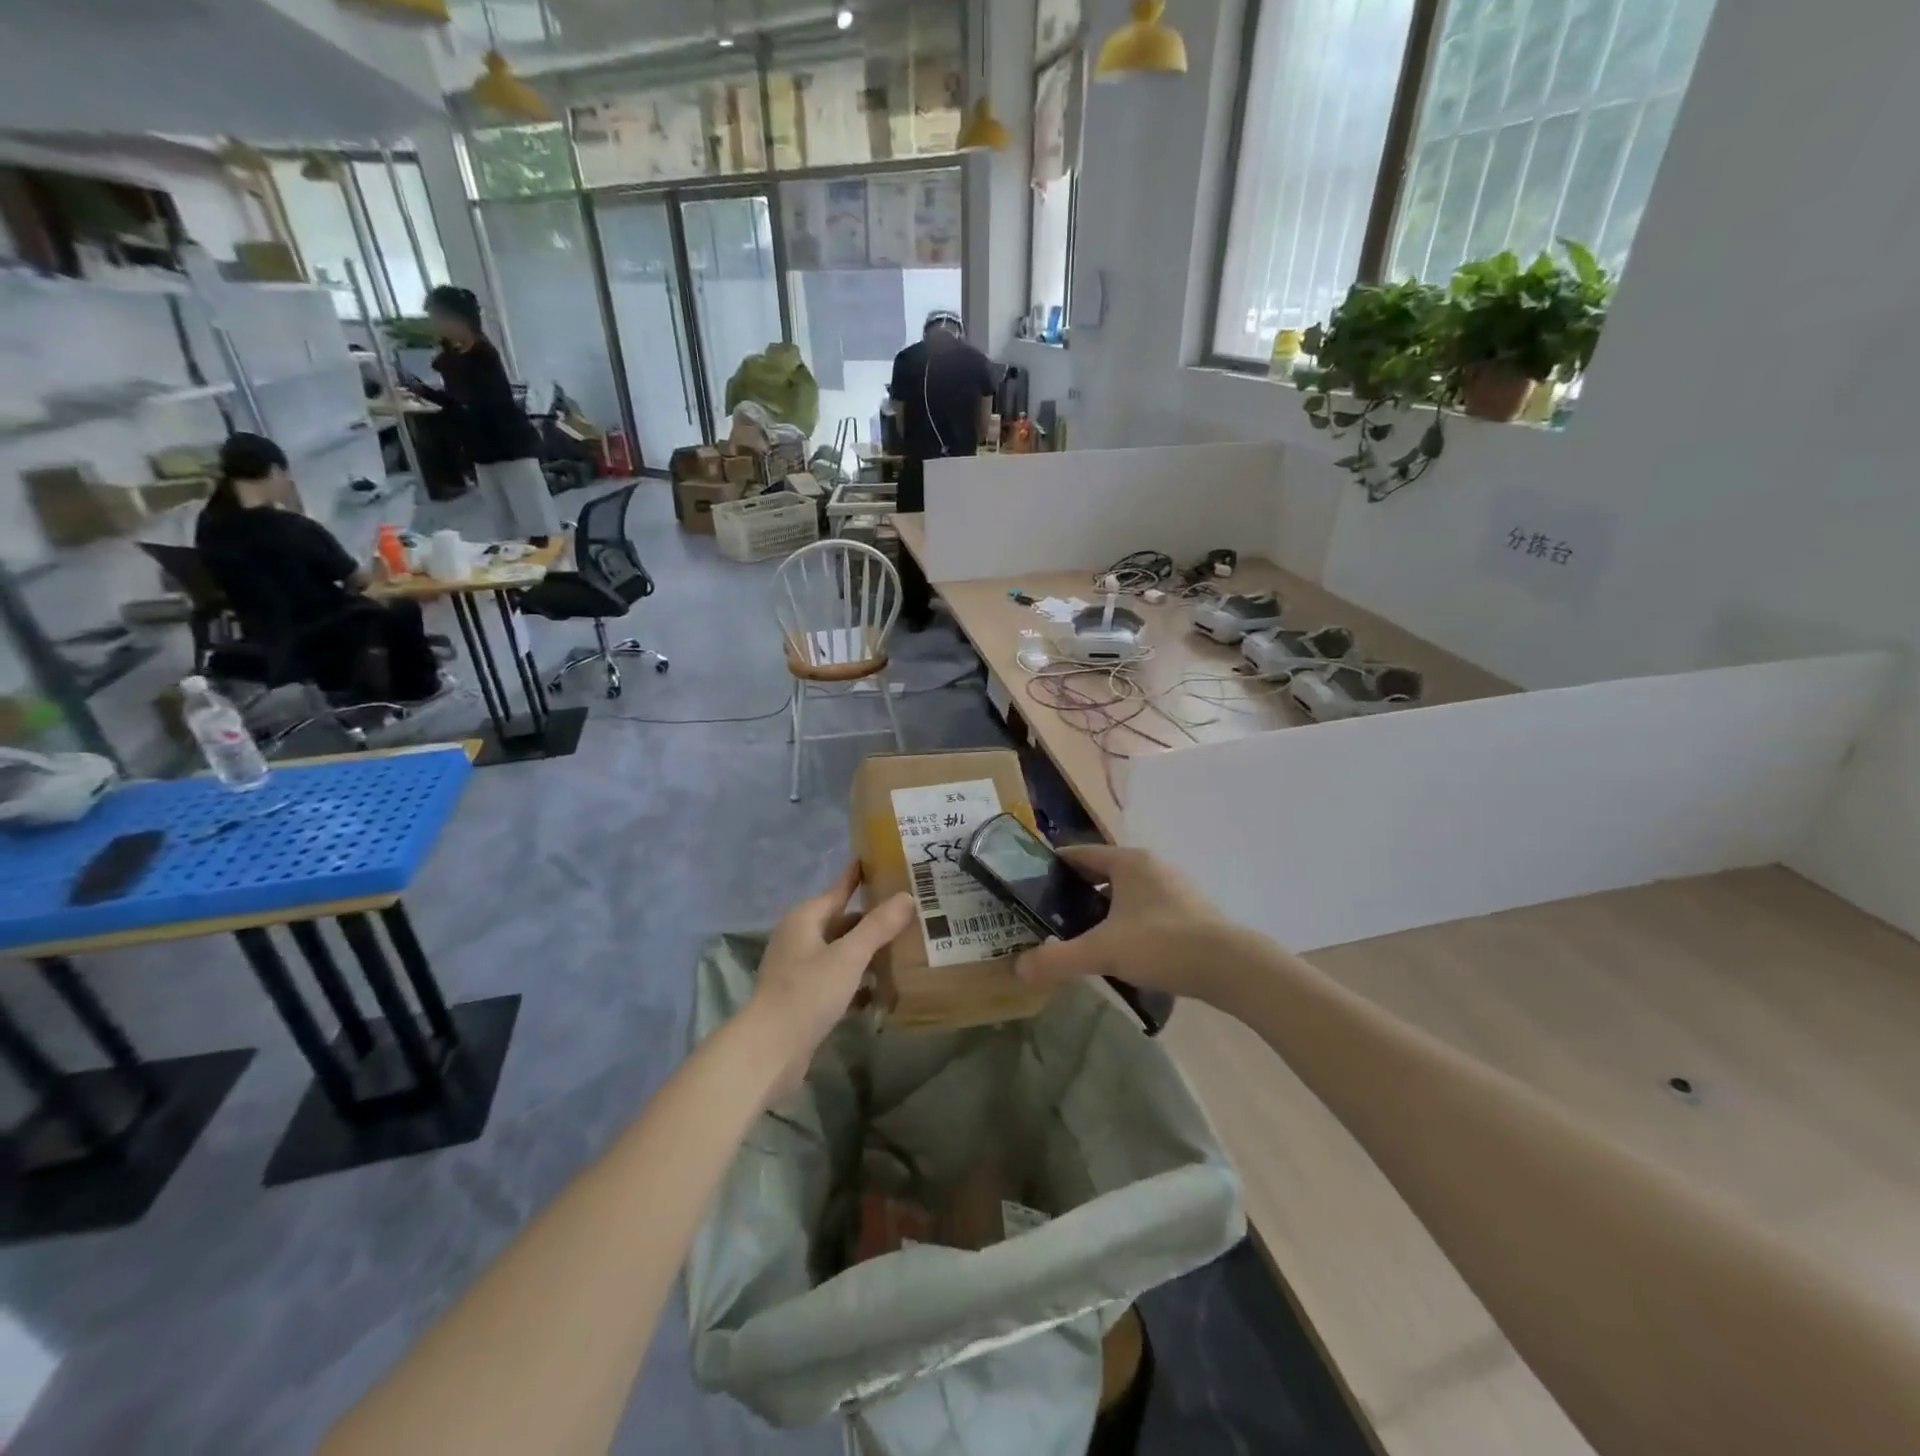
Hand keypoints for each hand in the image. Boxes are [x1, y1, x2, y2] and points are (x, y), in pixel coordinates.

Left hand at [748, 863, 913, 1097]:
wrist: (769, 1051)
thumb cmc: (807, 993)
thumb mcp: (848, 956)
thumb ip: (879, 926)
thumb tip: (907, 896)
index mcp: (805, 918)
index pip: (839, 888)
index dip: (860, 876)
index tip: (883, 861)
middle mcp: (800, 938)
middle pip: (843, 922)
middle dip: (874, 921)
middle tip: (910, 914)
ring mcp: (800, 970)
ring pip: (841, 953)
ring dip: (868, 954)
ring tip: (905, 951)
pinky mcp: (804, 999)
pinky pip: (838, 981)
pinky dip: (858, 983)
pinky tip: (883, 992)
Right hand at [1014, 845, 1244, 1005]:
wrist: (1231, 967)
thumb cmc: (1162, 943)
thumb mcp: (1103, 951)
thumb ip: (1059, 959)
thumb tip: (1019, 969)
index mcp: (1129, 862)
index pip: (1080, 853)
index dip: (1054, 866)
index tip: (1031, 883)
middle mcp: (1152, 866)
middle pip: (1103, 872)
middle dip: (1076, 891)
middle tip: (1052, 914)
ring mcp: (1174, 887)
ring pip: (1126, 892)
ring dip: (1103, 908)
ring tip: (1082, 933)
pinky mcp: (1190, 911)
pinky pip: (1146, 908)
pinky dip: (1127, 921)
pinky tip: (1122, 948)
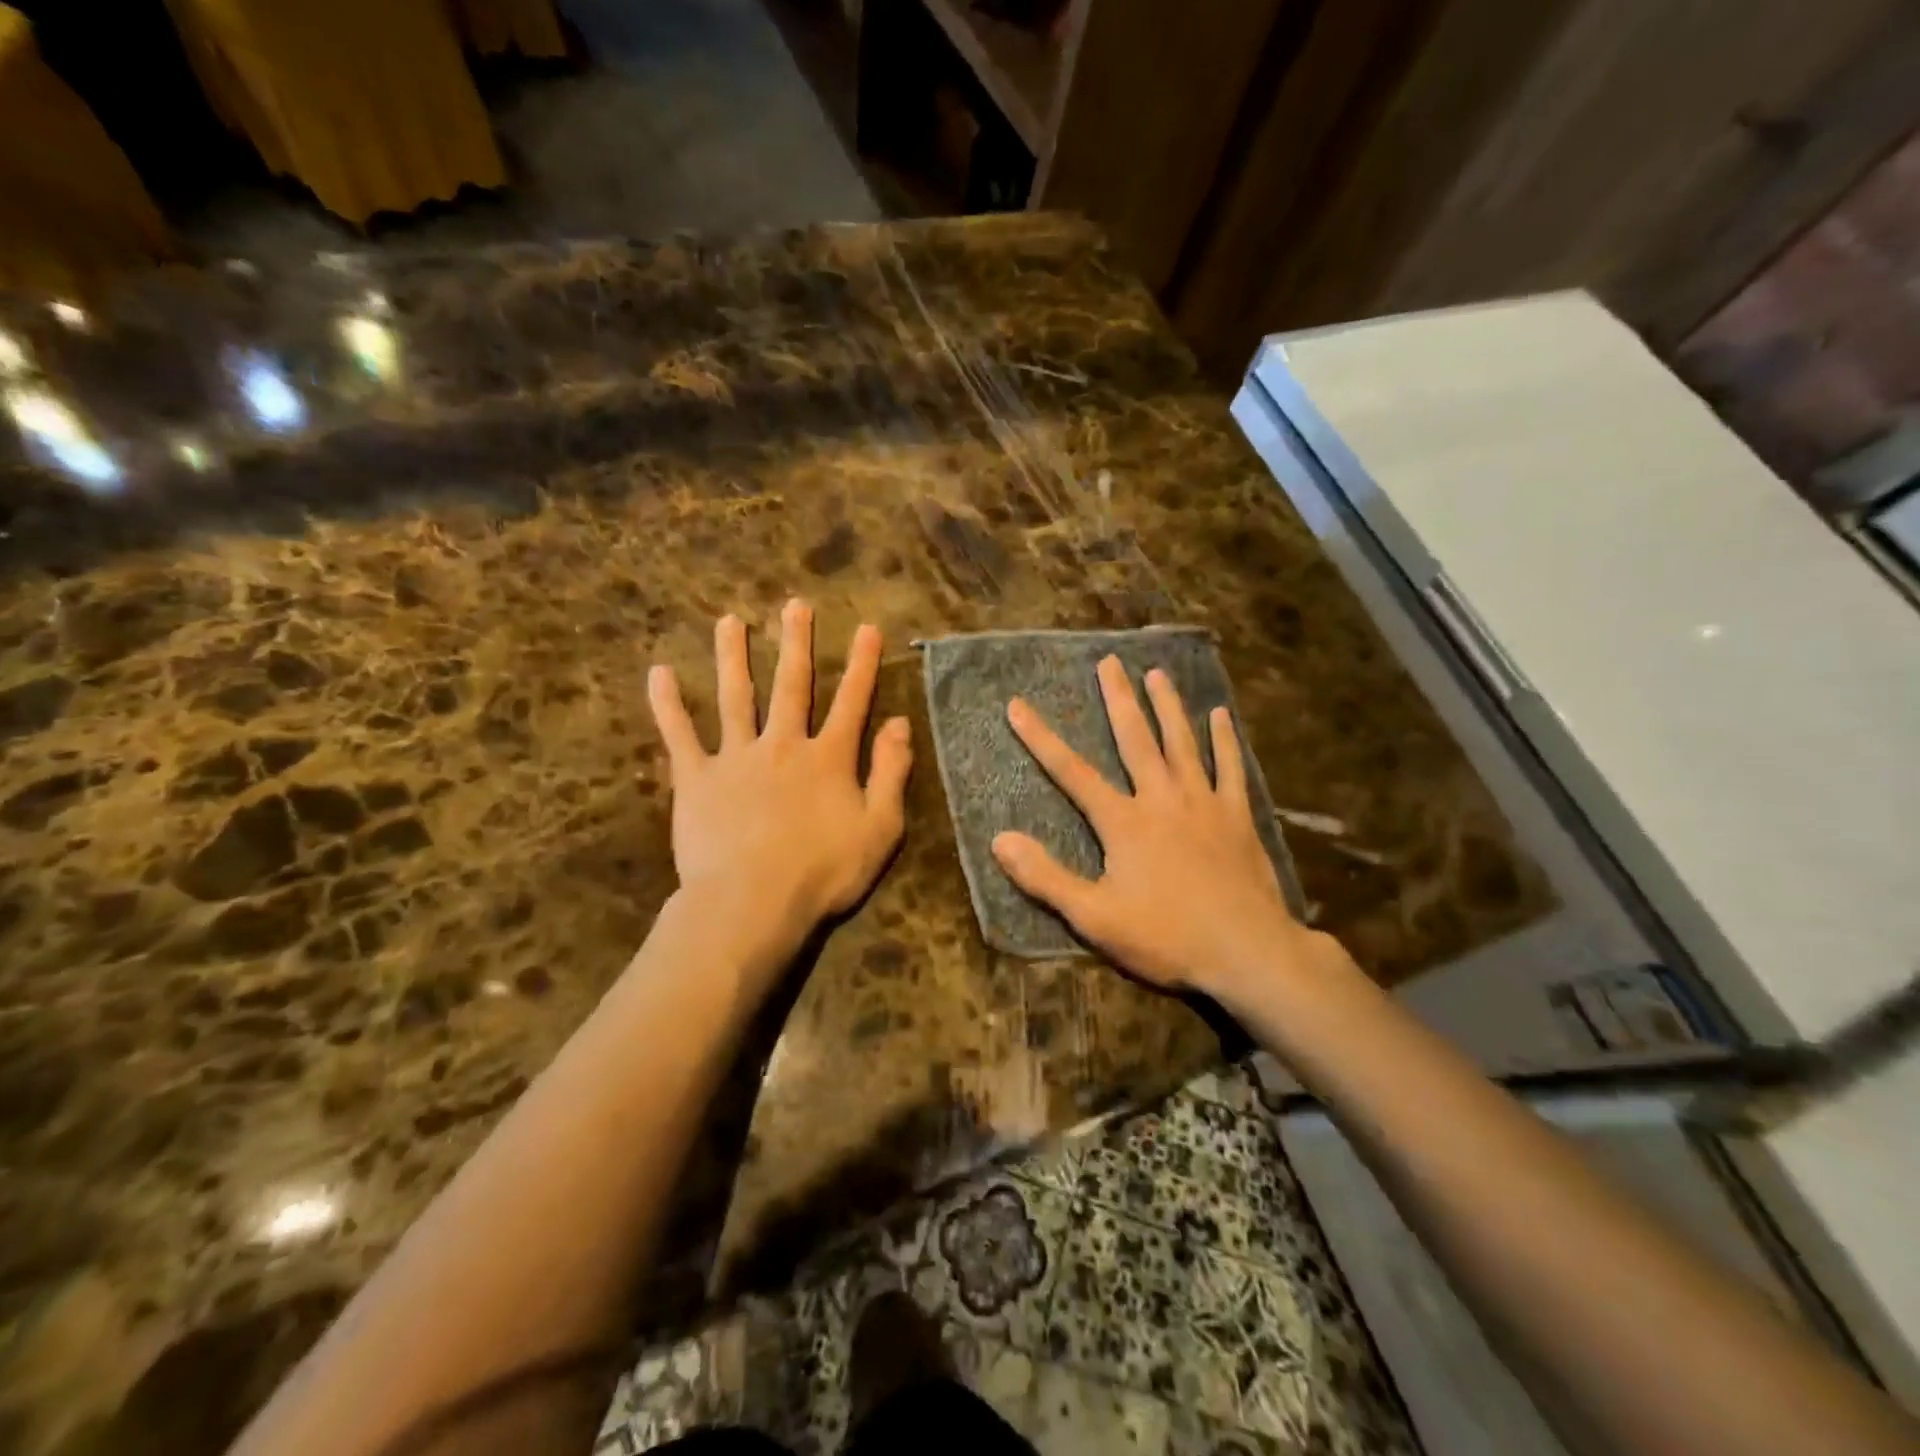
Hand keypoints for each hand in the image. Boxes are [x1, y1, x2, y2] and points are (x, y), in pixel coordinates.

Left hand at [647, 599, 911, 956]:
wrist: (753, 902)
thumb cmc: (824, 872)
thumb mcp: (880, 828)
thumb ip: (891, 772)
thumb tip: (900, 723)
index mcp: (828, 758)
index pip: (852, 701)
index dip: (863, 664)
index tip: (868, 628)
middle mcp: (783, 744)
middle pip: (792, 685)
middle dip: (796, 643)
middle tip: (795, 606)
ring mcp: (736, 757)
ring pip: (735, 696)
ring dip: (733, 657)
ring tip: (729, 621)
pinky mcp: (696, 778)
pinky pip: (680, 735)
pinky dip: (668, 704)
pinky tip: (658, 673)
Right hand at [991, 656, 1326, 998]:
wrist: (1246, 952)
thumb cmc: (1166, 936)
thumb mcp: (1094, 916)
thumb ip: (1045, 877)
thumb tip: (999, 840)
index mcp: (1124, 822)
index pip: (1071, 772)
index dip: (1040, 738)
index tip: (1017, 705)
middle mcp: (1162, 799)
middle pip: (1135, 740)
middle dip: (1118, 699)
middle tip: (1109, 662)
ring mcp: (1204, 804)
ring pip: (1182, 744)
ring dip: (1168, 707)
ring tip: (1157, 673)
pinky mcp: (1237, 817)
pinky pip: (1230, 768)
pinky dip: (1224, 740)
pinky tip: (1220, 715)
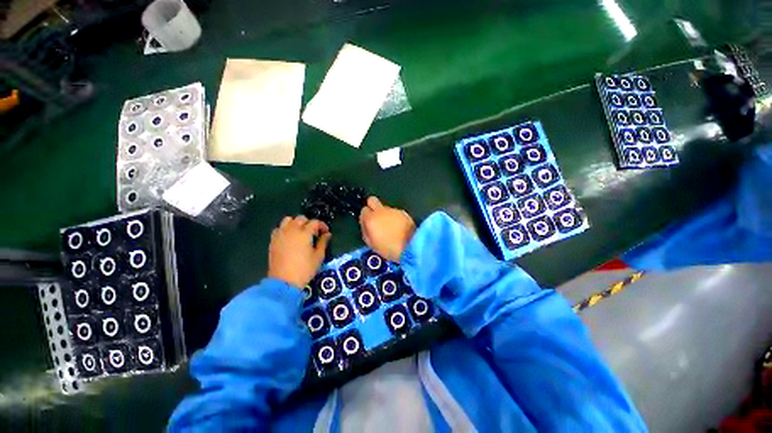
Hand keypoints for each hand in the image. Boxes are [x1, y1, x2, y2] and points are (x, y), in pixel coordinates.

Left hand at [268, 216, 331, 288]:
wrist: (283, 282)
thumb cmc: (305, 269)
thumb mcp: (318, 256)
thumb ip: (323, 242)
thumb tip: (327, 234)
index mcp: (304, 233)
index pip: (315, 222)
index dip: (322, 225)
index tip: (326, 232)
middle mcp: (291, 230)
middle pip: (301, 218)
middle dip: (309, 223)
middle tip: (314, 233)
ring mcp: (280, 234)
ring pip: (288, 220)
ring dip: (296, 223)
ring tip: (300, 232)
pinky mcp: (273, 241)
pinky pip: (279, 228)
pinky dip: (285, 229)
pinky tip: (289, 237)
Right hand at [359, 197, 414, 261]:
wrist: (411, 246)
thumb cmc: (389, 248)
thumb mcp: (372, 244)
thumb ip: (366, 232)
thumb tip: (366, 225)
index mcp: (371, 219)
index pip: (363, 210)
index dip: (365, 218)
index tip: (368, 225)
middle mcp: (381, 211)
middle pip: (372, 200)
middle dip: (372, 207)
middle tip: (376, 219)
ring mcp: (393, 210)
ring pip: (385, 208)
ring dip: (385, 215)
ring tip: (390, 228)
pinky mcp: (403, 212)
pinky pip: (395, 213)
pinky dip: (394, 218)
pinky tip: (398, 227)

• • •

From the records above, repeat exactly the lines from the one with "middle tip: (1109, 662)" through the one with "pinky tip: (1220, 715)", both included.

→ **TASK ANSWER**:
middle tip: (1109, 662)
ring mcp: (1204, 804)
ring pip: (1182, 744)
ring dip: (1168, 707)
ring tip: (1157, 673)
pinky mcp: (1237, 817)
pinky pip: (1230, 768)
pinky dip: (1224, 740)
pinky tip: (1220, 715)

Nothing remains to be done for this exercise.